### WHAT YOU ARE ASKED TO DO
The response must contain every line below in which "hand" appears.

### INPUT

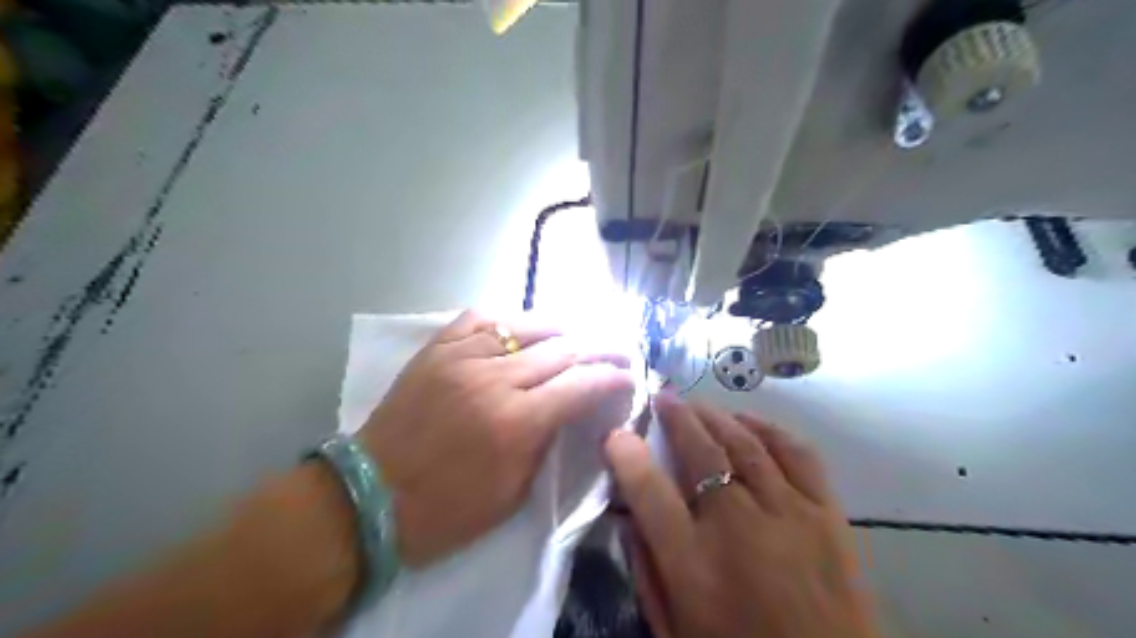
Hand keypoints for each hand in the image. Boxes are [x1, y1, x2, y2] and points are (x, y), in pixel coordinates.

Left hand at [359, 312, 635, 564]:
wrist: (371, 497)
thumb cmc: (446, 510)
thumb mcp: (513, 493)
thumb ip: (546, 443)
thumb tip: (569, 409)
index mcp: (516, 423)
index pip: (581, 385)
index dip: (613, 377)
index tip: (630, 376)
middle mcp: (494, 380)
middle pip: (563, 349)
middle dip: (600, 348)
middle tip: (618, 350)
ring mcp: (461, 358)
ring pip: (525, 326)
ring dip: (561, 329)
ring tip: (578, 335)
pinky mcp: (436, 350)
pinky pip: (479, 319)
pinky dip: (507, 321)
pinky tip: (520, 329)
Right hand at [612, 393, 875, 637]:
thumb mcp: (674, 629)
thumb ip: (648, 572)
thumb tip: (632, 517)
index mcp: (693, 563)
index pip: (648, 491)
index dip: (627, 454)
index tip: (615, 433)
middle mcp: (737, 527)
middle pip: (700, 452)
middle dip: (676, 418)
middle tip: (662, 397)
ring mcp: (788, 514)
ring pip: (745, 445)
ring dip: (717, 417)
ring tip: (698, 405)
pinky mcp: (828, 514)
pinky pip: (798, 455)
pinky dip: (770, 431)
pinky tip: (751, 423)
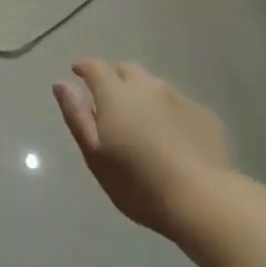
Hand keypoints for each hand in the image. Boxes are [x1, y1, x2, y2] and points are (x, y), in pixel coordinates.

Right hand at [53, 60, 231, 236]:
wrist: (202, 199)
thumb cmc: (137, 182)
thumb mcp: (95, 154)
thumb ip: (77, 115)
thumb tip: (61, 84)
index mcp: (116, 94)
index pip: (95, 67)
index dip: (84, 67)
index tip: (77, 73)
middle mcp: (148, 87)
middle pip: (127, 69)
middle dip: (114, 77)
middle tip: (109, 101)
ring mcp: (179, 98)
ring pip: (154, 85)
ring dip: (142, 94)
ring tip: (140, 121)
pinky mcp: (204, 115)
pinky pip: (177, 103)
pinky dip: (166, 111)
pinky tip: (169, 137)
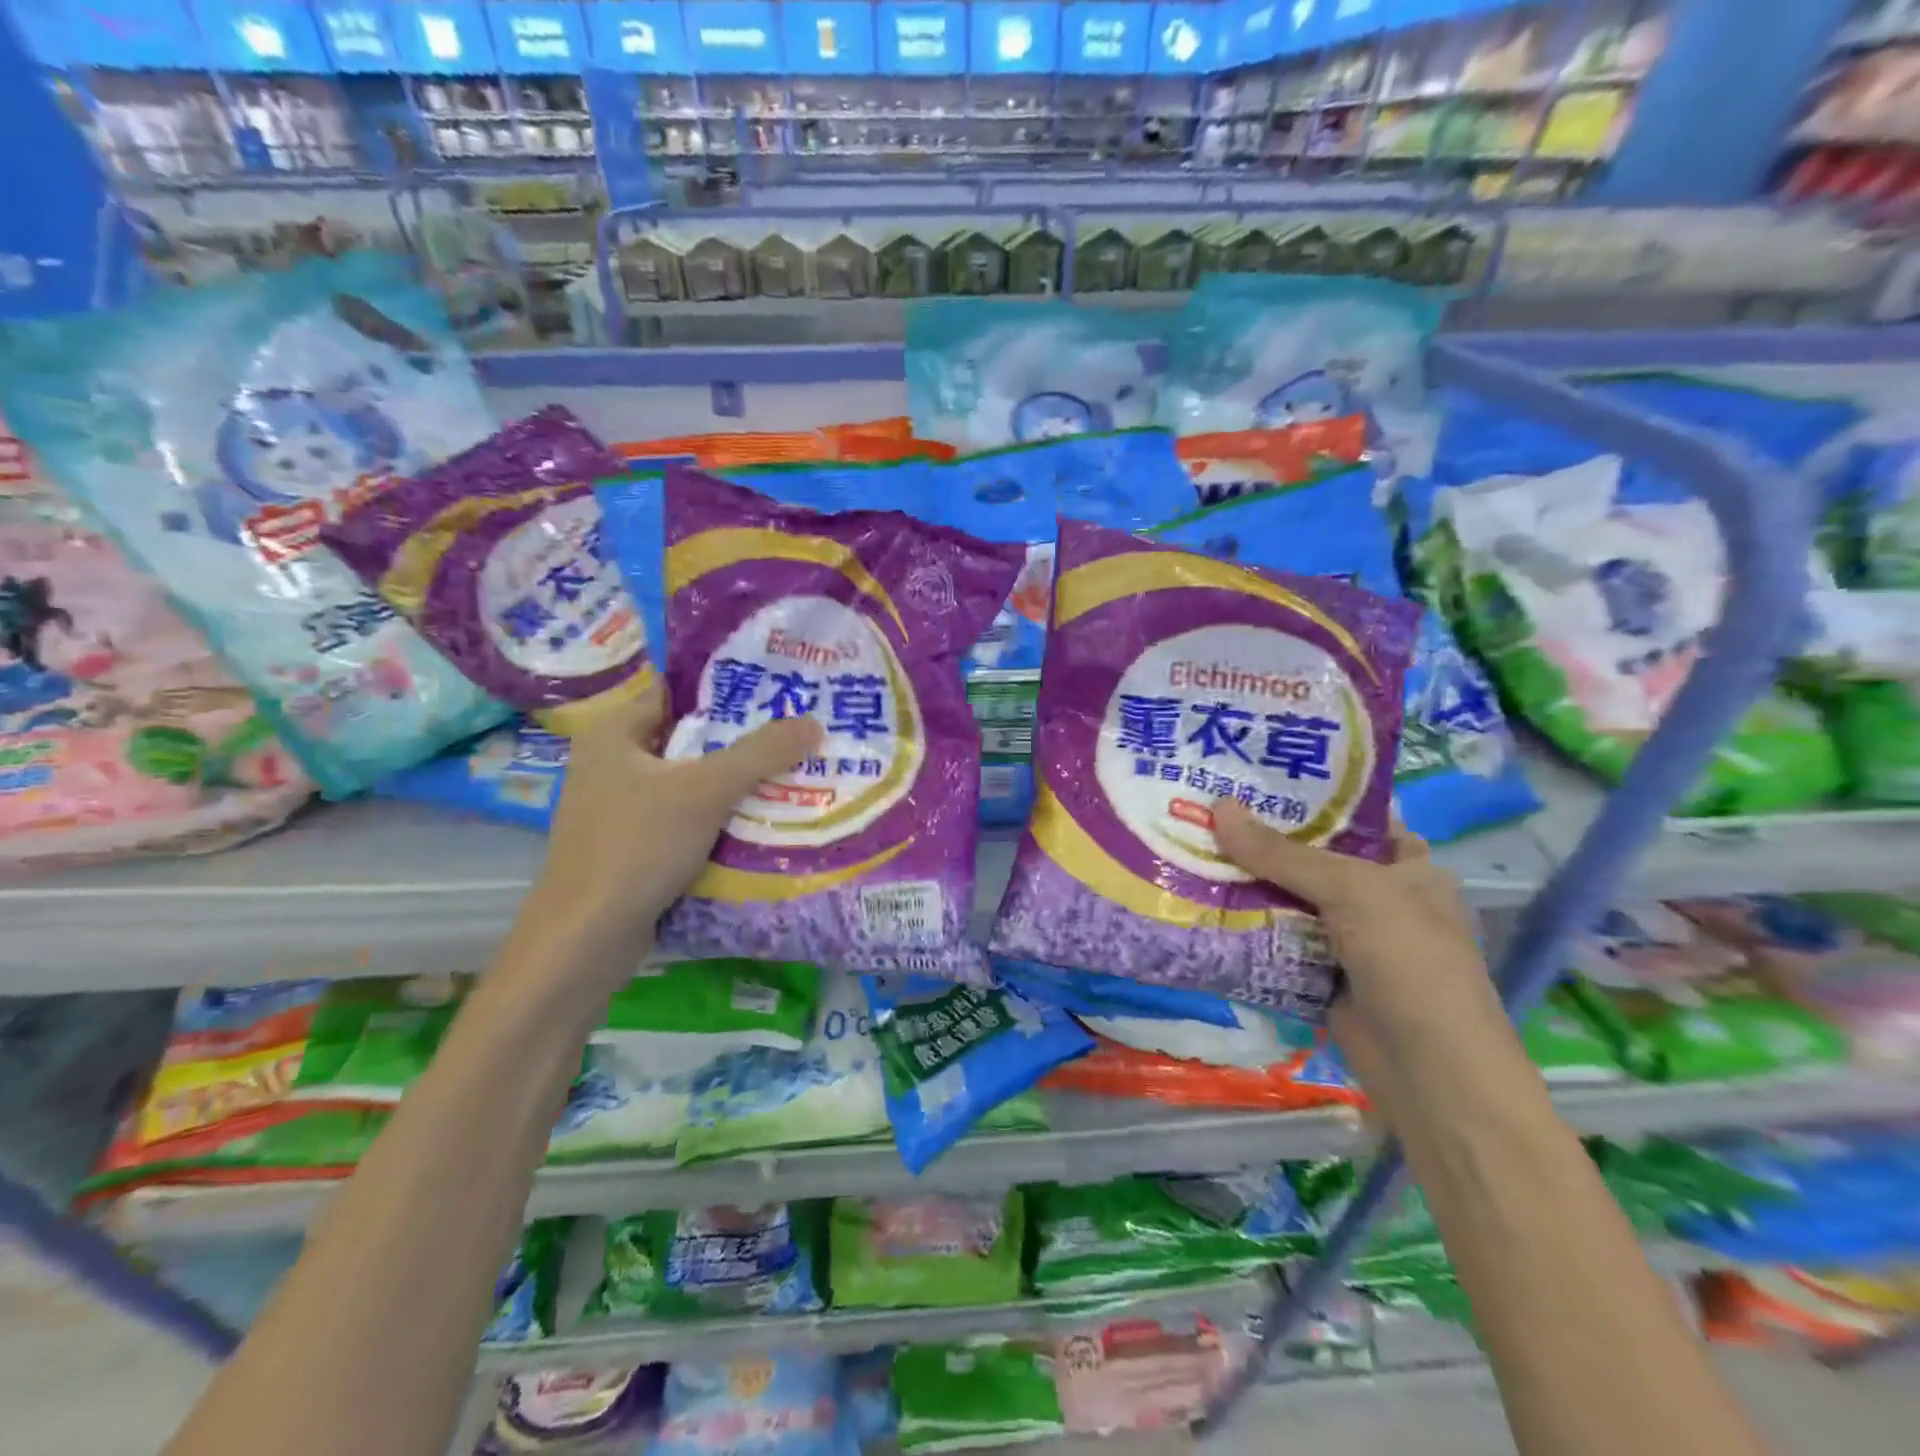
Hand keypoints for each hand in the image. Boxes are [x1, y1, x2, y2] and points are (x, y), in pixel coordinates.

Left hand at [528, 683, 820, 975]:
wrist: (586, 941)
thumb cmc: (637, 848)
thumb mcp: (705, 792)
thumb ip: (760, 753)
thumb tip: (813, 723)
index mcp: (613, 733)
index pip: (676, 691)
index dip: (725, 687)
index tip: (776, 689)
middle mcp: (611, 763)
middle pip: (688, 737)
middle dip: (741, 738)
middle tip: (796, 732)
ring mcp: (619, 808)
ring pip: (689, 781)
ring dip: (734, 781)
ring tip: (792, 771)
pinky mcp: (632, 846)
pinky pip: (685, 817)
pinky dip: (719, 816)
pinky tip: (761, 819)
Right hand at [1212, 800, 1506, 1095]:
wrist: (1429, 1072)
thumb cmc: (1409, 961)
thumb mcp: (1351, 891)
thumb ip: (1282, 853)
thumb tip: (1217, 806)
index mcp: (1405, 867)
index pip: (1352, 820)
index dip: (1308, 798)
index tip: (1252, 779)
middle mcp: (1376, 898)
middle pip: (1309, 858)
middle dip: (1261, 840)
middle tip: (1204, 809)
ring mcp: (1346, 939)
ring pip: (1286, 899)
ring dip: (1244, 883)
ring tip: (1189, 846)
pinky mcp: (1317, 974)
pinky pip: (1274, 939)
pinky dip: (1243, 926)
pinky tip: (1199, 901)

### WRITTEN RESPONSE
Hand keypoints for each hand in the image. Boxes are [x1, y1, x2, y2] and points are (x, y), in pixel coordinates.
Left hand at [359, 312, 635, 564]:
Right hand at [612, 393, 875, 637]:
Hand keypoints for each hand in the image. Boxes are [x1, y1, x2, y2] and points are (x, y), in pixel coordinates.
Right hand at [53, 60, 231, 236]:
Hand keypoints for each hand in the image. Boxes are [x1, y1, x2, y2] and points are (x, y), in pixel coordinates.
Left hand at [528, 683, 820, 975]:
Right hand at [1212, 800, 1506, 1095]:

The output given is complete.